#### [Activity]
Among the entries below, copy every line that carries the word "place".

#### [Task data]
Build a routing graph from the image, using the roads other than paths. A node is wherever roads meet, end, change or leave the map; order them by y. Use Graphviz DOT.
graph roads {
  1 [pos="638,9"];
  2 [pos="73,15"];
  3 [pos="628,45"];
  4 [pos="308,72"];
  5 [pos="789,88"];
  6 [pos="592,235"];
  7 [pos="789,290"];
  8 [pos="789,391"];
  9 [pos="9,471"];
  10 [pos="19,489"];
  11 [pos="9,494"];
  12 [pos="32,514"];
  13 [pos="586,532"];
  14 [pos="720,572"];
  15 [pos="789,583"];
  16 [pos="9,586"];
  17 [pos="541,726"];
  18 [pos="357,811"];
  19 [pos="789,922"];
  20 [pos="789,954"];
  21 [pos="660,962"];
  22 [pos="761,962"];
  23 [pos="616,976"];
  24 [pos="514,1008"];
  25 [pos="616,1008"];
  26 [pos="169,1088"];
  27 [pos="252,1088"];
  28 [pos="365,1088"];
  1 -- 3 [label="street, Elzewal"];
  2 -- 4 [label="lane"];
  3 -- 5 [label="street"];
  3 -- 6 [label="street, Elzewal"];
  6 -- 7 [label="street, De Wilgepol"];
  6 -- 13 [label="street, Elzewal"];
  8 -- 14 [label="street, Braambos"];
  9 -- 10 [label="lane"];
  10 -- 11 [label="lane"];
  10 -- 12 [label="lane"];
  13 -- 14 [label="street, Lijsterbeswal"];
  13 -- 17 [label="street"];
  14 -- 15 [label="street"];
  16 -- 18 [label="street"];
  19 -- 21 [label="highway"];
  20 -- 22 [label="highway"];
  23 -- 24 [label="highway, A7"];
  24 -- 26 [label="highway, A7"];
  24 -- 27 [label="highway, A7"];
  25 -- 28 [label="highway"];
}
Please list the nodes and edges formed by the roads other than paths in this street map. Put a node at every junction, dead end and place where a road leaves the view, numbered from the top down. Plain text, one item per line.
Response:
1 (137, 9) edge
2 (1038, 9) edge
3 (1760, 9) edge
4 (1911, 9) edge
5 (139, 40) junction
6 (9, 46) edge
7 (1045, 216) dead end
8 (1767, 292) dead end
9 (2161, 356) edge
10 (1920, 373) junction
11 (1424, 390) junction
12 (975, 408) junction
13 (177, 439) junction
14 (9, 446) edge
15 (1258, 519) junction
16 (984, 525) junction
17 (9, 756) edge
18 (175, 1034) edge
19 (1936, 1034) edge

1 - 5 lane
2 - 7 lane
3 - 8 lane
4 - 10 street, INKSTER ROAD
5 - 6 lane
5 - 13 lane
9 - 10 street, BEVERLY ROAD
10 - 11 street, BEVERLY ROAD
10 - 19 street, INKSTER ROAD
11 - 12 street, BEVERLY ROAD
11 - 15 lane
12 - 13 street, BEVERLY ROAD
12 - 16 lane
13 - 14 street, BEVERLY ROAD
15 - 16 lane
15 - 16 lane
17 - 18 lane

---

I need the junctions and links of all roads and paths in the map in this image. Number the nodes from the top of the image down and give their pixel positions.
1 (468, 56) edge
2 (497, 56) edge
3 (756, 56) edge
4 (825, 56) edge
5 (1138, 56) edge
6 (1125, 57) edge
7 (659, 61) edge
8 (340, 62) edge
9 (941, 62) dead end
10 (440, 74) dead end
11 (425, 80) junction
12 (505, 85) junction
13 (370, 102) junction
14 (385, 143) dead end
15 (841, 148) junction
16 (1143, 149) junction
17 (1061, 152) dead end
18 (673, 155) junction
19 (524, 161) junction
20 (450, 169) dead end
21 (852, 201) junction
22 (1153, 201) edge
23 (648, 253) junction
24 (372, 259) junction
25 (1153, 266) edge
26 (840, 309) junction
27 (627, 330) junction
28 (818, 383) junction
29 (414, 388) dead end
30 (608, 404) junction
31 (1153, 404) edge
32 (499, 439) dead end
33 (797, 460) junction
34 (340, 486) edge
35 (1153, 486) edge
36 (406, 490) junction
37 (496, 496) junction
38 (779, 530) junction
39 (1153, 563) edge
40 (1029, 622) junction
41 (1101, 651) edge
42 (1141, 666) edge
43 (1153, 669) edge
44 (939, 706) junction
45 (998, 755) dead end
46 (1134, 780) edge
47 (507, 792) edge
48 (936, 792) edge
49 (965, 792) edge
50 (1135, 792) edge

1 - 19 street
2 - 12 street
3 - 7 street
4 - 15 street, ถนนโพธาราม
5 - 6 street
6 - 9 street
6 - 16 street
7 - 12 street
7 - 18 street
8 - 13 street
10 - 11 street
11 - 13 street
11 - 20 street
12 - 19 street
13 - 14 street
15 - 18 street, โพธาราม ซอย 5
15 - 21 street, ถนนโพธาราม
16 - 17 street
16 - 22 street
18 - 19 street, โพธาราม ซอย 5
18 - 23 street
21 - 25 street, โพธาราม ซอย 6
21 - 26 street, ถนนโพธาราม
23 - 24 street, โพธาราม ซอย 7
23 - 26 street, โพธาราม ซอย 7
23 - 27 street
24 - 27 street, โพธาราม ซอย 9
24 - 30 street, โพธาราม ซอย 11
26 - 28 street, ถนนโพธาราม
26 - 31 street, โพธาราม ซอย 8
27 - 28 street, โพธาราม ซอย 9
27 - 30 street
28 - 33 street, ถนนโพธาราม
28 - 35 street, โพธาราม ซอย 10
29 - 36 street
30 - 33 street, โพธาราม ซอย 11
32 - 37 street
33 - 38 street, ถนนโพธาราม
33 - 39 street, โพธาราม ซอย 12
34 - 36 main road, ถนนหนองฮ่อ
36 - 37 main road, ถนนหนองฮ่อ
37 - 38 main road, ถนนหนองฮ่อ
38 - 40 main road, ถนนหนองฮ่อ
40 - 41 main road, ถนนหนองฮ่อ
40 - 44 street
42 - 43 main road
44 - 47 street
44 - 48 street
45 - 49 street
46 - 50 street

--

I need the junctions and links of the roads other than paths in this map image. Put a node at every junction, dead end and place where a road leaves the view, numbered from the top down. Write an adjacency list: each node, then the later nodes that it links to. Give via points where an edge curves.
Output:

#### [Exercise response]
Please list the nodes and edges formed by the roads other than paths in this street map. Put a node at every junction, dead end and place where a road leaves the view, numbered from the top down. Plain text, one item per line.
I need the junctions and links of the roads other than paths in this map image. Put a node at every junction, dead end and place where a road leaves the view, numbered from the top down. Write an adjacency list: each node, then the later nodes that it links to. Give via points where an edge curves.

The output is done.